Listed records »
★ ★ ★ ★ ★
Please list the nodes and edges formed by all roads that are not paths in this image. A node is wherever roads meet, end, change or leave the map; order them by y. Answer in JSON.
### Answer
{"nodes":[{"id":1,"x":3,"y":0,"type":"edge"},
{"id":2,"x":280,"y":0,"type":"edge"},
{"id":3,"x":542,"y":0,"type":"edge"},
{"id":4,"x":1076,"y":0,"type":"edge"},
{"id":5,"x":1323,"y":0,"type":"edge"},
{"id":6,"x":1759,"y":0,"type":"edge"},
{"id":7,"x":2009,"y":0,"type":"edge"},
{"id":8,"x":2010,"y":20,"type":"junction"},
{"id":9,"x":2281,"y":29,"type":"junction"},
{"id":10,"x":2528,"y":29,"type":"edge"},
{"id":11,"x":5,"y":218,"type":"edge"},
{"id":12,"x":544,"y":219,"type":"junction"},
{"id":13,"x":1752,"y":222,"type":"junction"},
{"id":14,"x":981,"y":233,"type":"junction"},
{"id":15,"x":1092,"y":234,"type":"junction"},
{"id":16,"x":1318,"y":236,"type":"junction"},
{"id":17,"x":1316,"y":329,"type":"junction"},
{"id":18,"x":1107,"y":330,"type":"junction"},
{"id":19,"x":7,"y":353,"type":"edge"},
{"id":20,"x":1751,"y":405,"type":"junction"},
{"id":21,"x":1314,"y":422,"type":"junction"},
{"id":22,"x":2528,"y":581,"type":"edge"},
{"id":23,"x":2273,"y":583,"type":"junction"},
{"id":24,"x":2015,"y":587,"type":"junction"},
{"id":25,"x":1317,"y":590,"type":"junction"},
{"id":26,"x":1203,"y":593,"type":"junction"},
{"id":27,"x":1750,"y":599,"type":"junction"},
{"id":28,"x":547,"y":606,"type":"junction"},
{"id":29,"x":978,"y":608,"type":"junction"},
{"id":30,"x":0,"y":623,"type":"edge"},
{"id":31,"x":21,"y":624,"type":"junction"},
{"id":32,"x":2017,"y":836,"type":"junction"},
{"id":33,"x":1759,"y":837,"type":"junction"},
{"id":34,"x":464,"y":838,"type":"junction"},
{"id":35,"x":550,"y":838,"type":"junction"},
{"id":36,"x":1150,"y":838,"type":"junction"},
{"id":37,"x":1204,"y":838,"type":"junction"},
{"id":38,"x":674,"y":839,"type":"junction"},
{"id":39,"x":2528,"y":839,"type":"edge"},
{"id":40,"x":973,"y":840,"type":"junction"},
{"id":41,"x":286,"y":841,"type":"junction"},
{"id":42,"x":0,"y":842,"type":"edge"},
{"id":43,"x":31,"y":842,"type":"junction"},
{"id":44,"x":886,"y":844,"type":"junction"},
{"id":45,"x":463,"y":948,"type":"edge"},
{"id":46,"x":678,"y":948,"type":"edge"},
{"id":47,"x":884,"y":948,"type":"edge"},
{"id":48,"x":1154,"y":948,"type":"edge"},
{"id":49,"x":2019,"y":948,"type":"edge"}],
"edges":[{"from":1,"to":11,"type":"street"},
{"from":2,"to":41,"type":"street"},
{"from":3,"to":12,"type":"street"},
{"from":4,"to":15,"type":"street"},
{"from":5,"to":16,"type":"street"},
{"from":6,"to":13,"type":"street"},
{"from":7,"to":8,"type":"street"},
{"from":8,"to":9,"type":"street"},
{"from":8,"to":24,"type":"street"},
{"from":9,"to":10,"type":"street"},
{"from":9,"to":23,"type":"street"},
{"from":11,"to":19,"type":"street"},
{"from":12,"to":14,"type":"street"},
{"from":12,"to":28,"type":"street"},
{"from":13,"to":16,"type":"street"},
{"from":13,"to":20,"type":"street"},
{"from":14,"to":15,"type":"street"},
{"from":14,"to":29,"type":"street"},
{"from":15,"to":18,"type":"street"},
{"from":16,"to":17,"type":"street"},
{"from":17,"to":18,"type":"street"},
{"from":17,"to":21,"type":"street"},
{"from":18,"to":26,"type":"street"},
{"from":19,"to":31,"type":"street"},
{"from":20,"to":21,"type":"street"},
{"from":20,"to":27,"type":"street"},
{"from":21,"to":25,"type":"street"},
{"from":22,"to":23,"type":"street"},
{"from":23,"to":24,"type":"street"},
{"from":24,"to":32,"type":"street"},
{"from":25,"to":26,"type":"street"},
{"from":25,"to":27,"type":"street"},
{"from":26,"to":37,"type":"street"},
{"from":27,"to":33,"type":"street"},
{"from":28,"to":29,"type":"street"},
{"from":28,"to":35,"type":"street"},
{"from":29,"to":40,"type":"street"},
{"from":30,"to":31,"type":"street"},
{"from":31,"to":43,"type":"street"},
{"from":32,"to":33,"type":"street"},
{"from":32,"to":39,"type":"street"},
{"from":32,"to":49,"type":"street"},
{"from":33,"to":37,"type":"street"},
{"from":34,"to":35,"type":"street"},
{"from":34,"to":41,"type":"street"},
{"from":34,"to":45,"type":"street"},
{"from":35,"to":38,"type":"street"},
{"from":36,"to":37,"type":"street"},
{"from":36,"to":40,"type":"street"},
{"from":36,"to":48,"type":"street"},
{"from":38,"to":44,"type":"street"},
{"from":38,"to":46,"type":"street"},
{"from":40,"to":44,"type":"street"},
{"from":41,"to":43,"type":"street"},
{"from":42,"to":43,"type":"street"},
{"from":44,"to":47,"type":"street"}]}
★ ★ ★ ★ ★
Task prompt » With nothing omitted, set down all of the records again.

Finished exercise »
Please list the nodes and edges formed by all roads that are not paths in this image. A node is wherever roads meet, end, change or leave the map; order them by y. Answer in JSON.
### Answer
{"nodes":[{"id":1,"x":3,"y":0,"type":"edge"},
{"id":2,"x":280,"y":0,"type":"edge"},
{"id":3,"x":542,"y":0,"type":"edge"},
{"id":4,"x":1076,"y":0,"type":"edge"},
{"id":5,"x":1323,"y":0,"type":"edge"},
{"id":6,"x":1759,"y":0,"type":"edge"},
{"id":7,"x":2009,"y":0,"type":"edge"},
{"id":8,"x":2010,"y":20,"type":"junction"},
{"id":9,"x":2281,"y":29,"type":"junction"},
{"id":10,"x":2528,"y":29,"type":"edge"},
{"id":11,"x":5,"y":218,"type":"edge"},
{"id":12,"x":544,"y":219,"type":"junction"},
{"id":13,"x":1752,"y":222,"type":"junction"},
{"id":14,"x":981,"y":233,"type":"junction"},
{"id":15,"x":1092,"y":234,"type":"junction"},
{"id":16,"x":1318,"y":236,"type":"junction"},
{"id":17,"x":1316,"y":329,"type":"junction"},
{"id":18,"x":1107,"y":330,"type":"junction"},
{"id":19,"x":7,"y":353,"type":"edge"},
{"id":20,"x":1751,"y":405,"type":"junction"},
{"id":21,"x":1314,"y":422,"type":"junction"},
{"id":22,"x":2528,"y":581,"type":"edge"},
{"id":23,"x":2273,"y":583,"type":"junction"},
{"id":24,"x":2015,"y":587,"type":"junction"},
{"id":25,"x":1317,"y":590,"type":"junction"},
{"id":26,"x":1203,"y":593,"type":"junction"},
{"id":27,"x":1750,"y":599,"type":"junction"},
{"id":28,"x":547,"y":606,"type":"junction"},
{"id":29,"x":978,"y":608,"type":"junction"},
{"id":30,"x":0,"y":623,"type":"edge"},
{"id":31,"x":21,"y":624,"type":"junction"},
{"id":32,"x":2017,"y":836,"type":"junction"},
{"id":33,"x":1759,"y":837,"type":"junction"},
{"id":34,"x":464,"y":838,"type":"junction"},
{"id":35,"x":550,"y":838,"type":"junction"},
{"id":36,"x":1150,"y":838,"type":"junction"},
{"id":37,"x":1204,"y":838,"type":"junction"},
{"id":38,"x":674,"y":839,"type":"junction"},
{"id":39,"x":2528,"y":839,"type":"edge"},
{"id":40,"x":973,"y":840,"type":"junction"},
{"id":41,"x":286,"y":841,"type":"junction"},
{"id":42,"x":0,"y":842,"type":"edge"},
{"id":43,"x":31,"y":842,"type":"junction"},
{"id":44,"x":886,"y":844,"type":"junction"},
{"id":45,"x":463,"y":948,"type":"edge"},
{"id":46,"x":678,"y":948,"type":"edge"},
{"id":47,"x":884,"y":948,"type":"edge"},
{"id":48,"x":1154,"y":948,"type":"edge"},
{"id":49,"x":2019,"y":948,"type":"edge"}],
"edges":[{"from":1,"to":11,"type":"street"},
{"from":2,"to":41,"type":"street"},
{"from":3,"to":12,"type":"street"},
{"from":4,"to":15,"type":"street"},
{"from":5,"to":16,"type":"street"},
{"from":6,"to":13,"type":"street"},
{"from":7,"to":8,"type":"street"},
{"from":8,"to":9,"type":"street"},
{"from":8,"to":24,"type":"street"},
{"from":9,"to":10,"type":"street"},
{"from":9,"to":23,"type":"street"},
{"from":11,"to":19,"type":"street"},
{"from":12,"to":14,"type":"street"},
{"from":12,"to":28,"type":"street"},
{"from":13,"to":16,"type":"street"},
{"from":13,"to":20,"type":"street"},
{"from":14,"to":15,"type":"street"},
{"from":14,"to":29,"type":"street"},
{"from":15,"to":18,"type":"street"},
{"from":16,"to":17,"type":"street"},
{"from":17,"to":18,"type":"street"},
{"from":17,"to":21,"type":"street"},
{"from":18,"to":26,"type":"street"},
{"from":19,"to":31,"type":"street"},
{"from":20,"to":21,"type":"street"},
{"from":20,"to":27,"type":"street"},
{"from":21,"to":25,"type":"street"},
{"from":22,"to":23,"type":"street"},
{"from":23,"to":24,"type":"street"},
{"from":24,"to":32,"type":"street"},
{"from":25,"to":26,"type":"street"},
{"from":25,"to":27,"type":"street"},
{"from":26,"to":37,"type":"street"},
{"from":27,"to":33,"type":"street"},
{"from":28,"to":29,"type":"street"},
{"from":28,"to":35,"type":"street"},
{"from":29,"to":40,"type":"street"},
{"from":30,"to":31,"type":"street"},
{"from":31,"to":43,"type":"street"},
{"from":32,"to":33,"type":"street"},
{"from":32,"to":39,"type":"street"},
{"from":32,"to":49,"type":"street"},
{"from":33,"to":37,"type":"street"},
{"from":34,"to":35,"type":"street"},
{"from":34,"to":41,"type":"street"},
{"from":34,"to":45,"type":"street"},
{"from":35,"to":38,"type":"street"},
{"from":36,"to":37,"type":"street"},
{"from":36,"to":40,"type":"street"},
{"from":36,"to":48,"type":"street"},
{"from":38,"to":44,"type":"street"},
{"from":38,"to":46,"type":"street"},
{"from":40,"to":44,"type":"street"},
{"from":41,"to":43,"type":"street"},
{"from":42,"to":43,"type":"street"},
{"from":44,"to":47,"type":"street"}]}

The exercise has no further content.